Ben Miller

Current position
- Title: Off Field Assistant
- Team: Illinois
- Conference: Big Ten

Biographical details
- Born: August 18, 1979 (age 47) Columbia Station, Ohio

Playing career
- 1998–2001: Air Force
- 2002–2005: Cleveland Browns*
- 2005: Hamburg Sea Devils*
- 2005: Philadelphia Eagles*
- Positions: Running back, offensive lineman, fullback, H-back, Long snapper, tight end

Coaching career (HC unless noted)
- 2002–2003: Air Force (GA)
- 2006: Illinois (GA)
- 2007: Air Force (TE)
- 2008–2011: Air Force (Specialists/TE)
- 2012–2020: Air Force (STC/RB)
- 2021–2022: Illinois (STC/TE)
- 2023–present: Illinois (Assistant)

Accomplishments and honors

Awards
- Second-team All-MW (2001);

= Ben Miller (American football) =

American football coach and player (born 1979)

Benjamin Thomas Miller (born August 18, 1979) is an American football coach and former player who is serving as an assistant for Illinois. Prior to being hired at Illinois, he was the special teams coordinator for his alma mater Air Force.

==Playing career==
At Air Force starting at left tackle his junior and senior years. Miller was elected as an all-conference offensive lineman for the Falcons. After completing active service for the Air Force and being made a reserve, Miller signed a contract with the Cleveland Browns where he was used as a fullback/tight end/long snapper/H-back.

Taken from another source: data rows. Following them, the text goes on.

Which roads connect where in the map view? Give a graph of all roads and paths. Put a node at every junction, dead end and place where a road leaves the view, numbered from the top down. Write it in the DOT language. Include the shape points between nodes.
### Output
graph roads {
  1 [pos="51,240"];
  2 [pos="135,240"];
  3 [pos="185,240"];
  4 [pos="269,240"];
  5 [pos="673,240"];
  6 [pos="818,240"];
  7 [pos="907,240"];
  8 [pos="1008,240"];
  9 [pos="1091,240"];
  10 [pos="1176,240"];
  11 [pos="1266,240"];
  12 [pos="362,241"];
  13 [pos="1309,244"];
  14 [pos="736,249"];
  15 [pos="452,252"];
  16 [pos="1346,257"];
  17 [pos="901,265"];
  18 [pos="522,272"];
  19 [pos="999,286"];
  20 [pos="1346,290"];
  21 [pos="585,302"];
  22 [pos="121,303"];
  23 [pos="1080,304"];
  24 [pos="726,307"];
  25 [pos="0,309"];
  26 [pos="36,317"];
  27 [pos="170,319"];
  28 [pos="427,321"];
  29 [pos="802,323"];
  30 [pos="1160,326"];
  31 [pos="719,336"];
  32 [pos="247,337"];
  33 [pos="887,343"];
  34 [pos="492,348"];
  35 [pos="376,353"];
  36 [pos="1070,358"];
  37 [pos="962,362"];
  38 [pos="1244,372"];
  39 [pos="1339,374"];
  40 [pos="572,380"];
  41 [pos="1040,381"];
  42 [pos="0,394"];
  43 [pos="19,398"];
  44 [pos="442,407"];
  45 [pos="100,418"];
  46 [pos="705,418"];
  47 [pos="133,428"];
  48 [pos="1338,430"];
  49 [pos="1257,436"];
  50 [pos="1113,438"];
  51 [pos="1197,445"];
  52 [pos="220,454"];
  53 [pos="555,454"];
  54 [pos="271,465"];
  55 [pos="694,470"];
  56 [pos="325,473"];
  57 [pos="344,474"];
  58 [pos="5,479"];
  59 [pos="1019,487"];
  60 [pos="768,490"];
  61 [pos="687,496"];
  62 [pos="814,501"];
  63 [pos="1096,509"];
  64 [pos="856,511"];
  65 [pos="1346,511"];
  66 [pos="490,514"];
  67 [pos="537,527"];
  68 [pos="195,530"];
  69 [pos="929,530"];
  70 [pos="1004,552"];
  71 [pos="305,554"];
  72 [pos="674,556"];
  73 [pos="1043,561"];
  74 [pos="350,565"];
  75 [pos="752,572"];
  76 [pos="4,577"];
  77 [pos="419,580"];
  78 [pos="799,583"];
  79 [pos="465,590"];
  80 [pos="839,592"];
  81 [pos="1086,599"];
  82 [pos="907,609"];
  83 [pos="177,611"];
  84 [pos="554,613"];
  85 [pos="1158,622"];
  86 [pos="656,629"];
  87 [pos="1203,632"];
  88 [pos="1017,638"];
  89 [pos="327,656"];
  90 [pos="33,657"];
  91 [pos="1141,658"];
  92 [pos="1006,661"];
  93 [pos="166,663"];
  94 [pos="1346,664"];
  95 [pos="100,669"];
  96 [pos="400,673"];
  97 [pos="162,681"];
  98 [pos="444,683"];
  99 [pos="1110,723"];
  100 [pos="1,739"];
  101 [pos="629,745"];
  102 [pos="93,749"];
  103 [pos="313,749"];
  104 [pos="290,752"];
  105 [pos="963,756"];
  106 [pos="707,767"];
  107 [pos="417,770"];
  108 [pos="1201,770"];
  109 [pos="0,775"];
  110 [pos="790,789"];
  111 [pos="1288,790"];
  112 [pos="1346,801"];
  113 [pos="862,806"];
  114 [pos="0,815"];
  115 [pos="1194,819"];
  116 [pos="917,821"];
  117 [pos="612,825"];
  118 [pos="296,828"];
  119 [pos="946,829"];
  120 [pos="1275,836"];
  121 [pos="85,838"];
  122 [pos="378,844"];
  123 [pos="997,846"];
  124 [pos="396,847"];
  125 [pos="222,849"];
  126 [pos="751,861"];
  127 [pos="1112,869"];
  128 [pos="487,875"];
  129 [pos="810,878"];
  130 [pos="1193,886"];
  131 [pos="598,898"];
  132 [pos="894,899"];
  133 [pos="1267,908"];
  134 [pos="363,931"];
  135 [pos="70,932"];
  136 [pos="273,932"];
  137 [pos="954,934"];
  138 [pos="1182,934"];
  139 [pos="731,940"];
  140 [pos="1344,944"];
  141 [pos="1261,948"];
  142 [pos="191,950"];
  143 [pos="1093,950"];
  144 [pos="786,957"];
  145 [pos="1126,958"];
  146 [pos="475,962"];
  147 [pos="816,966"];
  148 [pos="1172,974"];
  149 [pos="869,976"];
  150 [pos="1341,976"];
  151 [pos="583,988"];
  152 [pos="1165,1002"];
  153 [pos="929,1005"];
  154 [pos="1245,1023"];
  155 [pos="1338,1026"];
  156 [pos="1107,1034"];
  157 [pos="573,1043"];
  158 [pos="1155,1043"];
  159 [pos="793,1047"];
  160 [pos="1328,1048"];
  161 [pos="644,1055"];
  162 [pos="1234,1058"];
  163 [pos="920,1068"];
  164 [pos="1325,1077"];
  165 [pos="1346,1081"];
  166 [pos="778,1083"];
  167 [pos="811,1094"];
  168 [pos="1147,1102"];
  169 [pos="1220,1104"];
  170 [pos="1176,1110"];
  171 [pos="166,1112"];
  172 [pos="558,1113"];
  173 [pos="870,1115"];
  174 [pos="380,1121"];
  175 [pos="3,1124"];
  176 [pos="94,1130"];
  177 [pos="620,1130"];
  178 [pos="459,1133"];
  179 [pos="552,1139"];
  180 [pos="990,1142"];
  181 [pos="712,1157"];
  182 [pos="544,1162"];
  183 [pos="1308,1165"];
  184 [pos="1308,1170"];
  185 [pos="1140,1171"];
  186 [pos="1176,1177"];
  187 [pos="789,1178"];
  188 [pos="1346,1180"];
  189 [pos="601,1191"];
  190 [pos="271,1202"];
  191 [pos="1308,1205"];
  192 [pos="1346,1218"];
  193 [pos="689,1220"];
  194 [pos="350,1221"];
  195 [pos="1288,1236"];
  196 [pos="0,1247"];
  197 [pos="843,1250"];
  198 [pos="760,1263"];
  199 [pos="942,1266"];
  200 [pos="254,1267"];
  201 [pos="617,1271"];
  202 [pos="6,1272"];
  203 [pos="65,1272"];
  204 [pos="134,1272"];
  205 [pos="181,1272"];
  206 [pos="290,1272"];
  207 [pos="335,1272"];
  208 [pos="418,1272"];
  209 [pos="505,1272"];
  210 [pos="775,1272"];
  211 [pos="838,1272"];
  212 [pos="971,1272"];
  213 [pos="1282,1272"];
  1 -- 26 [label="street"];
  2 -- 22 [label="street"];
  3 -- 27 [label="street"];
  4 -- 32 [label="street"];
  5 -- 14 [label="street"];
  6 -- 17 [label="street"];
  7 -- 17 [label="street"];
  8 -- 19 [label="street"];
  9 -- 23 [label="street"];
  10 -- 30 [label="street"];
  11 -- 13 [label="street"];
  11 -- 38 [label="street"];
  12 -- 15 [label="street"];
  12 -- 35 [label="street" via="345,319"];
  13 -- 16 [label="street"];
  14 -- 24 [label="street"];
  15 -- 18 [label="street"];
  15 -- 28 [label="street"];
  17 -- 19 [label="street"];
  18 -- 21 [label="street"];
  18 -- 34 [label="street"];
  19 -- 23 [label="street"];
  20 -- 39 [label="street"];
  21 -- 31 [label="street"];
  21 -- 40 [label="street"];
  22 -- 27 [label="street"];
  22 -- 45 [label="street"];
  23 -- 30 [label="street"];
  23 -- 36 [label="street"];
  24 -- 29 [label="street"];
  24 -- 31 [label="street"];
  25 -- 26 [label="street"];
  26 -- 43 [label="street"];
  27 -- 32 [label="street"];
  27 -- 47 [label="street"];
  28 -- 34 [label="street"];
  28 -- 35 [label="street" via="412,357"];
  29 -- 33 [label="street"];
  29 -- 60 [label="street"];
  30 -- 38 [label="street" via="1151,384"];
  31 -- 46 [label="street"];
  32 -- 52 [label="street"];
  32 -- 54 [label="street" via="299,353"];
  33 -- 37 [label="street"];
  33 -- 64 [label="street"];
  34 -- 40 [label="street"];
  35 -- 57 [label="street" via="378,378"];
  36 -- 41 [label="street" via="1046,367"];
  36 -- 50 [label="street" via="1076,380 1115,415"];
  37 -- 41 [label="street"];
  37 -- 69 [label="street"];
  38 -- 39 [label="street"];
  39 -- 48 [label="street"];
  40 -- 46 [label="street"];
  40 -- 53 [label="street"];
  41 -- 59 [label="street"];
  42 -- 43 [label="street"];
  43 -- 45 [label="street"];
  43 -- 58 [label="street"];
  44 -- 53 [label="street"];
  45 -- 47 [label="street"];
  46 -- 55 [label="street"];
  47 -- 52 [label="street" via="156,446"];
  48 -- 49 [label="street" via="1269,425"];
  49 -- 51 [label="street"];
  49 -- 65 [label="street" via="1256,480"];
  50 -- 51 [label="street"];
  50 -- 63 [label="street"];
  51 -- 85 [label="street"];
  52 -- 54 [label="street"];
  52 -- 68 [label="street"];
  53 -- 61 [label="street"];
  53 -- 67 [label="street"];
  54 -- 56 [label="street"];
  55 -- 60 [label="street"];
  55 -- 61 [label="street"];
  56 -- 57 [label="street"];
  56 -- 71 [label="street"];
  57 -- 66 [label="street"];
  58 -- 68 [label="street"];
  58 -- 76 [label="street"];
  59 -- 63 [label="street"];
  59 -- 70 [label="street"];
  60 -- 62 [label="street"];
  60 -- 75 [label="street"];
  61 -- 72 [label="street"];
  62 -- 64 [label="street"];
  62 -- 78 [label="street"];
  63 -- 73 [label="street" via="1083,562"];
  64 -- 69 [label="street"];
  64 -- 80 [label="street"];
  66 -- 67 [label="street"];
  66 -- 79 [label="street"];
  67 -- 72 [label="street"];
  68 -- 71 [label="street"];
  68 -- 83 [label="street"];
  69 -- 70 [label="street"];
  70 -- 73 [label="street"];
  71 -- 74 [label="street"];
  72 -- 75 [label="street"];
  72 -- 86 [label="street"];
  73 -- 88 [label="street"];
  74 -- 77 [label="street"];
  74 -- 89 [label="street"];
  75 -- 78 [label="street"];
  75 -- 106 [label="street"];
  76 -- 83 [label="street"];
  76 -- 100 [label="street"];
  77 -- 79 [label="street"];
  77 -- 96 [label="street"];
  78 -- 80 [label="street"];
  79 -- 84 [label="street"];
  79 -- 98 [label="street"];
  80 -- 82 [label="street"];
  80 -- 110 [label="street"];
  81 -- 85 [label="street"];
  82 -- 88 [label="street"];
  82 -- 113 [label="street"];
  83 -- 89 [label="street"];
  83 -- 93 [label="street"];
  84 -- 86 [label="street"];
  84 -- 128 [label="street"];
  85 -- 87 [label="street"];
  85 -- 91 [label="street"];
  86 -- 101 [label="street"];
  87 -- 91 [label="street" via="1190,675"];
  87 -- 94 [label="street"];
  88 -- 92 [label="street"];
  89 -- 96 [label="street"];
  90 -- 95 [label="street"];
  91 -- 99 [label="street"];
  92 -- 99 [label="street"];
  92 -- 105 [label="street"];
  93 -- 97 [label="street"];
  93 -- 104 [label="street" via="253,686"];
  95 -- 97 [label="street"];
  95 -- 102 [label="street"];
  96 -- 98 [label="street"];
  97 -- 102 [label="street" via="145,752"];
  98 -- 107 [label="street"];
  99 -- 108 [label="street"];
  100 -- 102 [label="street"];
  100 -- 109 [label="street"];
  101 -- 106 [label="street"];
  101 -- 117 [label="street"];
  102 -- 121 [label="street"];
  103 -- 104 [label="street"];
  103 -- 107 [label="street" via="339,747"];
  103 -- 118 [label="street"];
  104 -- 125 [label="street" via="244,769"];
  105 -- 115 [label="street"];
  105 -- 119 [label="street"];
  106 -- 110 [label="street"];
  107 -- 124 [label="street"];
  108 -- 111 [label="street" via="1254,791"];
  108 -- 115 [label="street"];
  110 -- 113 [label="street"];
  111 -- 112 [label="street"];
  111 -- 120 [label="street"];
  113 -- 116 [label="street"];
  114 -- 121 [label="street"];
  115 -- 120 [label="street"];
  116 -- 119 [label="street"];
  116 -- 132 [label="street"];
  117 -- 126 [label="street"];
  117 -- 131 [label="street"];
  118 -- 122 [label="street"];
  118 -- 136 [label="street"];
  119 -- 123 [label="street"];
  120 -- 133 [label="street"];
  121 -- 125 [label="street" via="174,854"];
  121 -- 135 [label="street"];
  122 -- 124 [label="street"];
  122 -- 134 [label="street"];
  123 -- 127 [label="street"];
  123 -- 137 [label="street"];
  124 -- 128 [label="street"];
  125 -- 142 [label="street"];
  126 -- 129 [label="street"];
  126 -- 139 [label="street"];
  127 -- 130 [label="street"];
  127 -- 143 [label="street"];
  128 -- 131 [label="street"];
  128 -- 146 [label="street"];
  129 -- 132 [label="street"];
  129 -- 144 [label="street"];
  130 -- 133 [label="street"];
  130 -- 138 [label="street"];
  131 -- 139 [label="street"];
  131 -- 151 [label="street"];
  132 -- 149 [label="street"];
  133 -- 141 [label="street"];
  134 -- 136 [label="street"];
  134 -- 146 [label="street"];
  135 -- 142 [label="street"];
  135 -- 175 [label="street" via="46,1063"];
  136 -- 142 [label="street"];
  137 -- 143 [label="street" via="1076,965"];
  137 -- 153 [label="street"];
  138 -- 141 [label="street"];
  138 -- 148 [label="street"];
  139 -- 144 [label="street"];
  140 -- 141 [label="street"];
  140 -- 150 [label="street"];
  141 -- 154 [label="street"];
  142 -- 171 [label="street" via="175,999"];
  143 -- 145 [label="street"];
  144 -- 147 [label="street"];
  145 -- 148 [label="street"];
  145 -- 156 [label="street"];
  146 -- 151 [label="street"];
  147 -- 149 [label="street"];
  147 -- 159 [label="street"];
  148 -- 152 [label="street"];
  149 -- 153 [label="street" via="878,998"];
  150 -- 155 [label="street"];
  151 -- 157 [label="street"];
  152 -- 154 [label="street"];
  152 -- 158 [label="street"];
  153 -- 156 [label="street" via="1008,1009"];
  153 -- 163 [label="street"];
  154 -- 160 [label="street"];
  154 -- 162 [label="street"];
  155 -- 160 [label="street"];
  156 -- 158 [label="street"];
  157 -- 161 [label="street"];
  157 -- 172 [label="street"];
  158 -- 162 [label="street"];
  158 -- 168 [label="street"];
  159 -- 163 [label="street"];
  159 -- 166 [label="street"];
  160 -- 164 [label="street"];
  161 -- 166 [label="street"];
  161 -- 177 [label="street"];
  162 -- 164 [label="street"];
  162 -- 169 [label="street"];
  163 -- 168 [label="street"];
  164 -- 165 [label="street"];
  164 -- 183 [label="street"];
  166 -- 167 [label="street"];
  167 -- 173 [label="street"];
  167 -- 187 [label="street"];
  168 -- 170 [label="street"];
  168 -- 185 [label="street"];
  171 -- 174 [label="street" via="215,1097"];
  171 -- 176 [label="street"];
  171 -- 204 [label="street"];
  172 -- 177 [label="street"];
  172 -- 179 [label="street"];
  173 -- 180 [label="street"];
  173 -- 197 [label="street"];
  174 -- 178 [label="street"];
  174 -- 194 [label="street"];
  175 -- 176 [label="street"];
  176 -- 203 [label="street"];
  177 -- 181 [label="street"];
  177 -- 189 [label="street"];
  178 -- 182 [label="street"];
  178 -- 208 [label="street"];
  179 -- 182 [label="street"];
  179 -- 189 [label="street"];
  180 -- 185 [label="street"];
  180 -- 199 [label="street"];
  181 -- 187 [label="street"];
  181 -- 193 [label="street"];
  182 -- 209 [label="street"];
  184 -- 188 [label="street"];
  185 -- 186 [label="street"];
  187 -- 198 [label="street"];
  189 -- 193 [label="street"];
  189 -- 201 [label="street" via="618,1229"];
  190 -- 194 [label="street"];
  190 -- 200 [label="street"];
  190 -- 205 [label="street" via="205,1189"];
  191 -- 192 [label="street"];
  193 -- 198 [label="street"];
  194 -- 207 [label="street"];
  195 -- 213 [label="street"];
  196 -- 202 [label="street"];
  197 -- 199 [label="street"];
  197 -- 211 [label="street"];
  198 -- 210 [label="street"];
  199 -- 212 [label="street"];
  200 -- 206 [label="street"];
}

During his. During the NFL offseason, he worked as a public affairs officer for the Air Force recruiting and working in public relations. In the fall of 2005, he joined the practice squad for the Philadelphia Eagles after a stint in NFL Europe in Hamburg.

==Coaching career==
While on active service in the Air Force, Miller began his coaching career serving as a graduate assistant at the Air Force Academy. After retiring from his playing his career, Miller became a graduate assistant at Illinois in 2006. In 2007 he returned to his alma mater as the team's tight ends coach. In 2008 he was given the additional responsibility of coaching specialist. In 2012 he was named Air Forces’ special teams coordinator and running backs coach a position he held until the end of the 2020 season. In 2021 Miller returned to Illinois this time as the team's special teams coordinator and tight ends coach under Bret Bielema. In the middle of 2022 he left his on the field coaching role to focus on his fight with cancer, this continued in 2023.

==Personal life==
Miller is married to Meghan Carney. The couple has three children.
It was announced in 2022 that Miller was fighting cancer.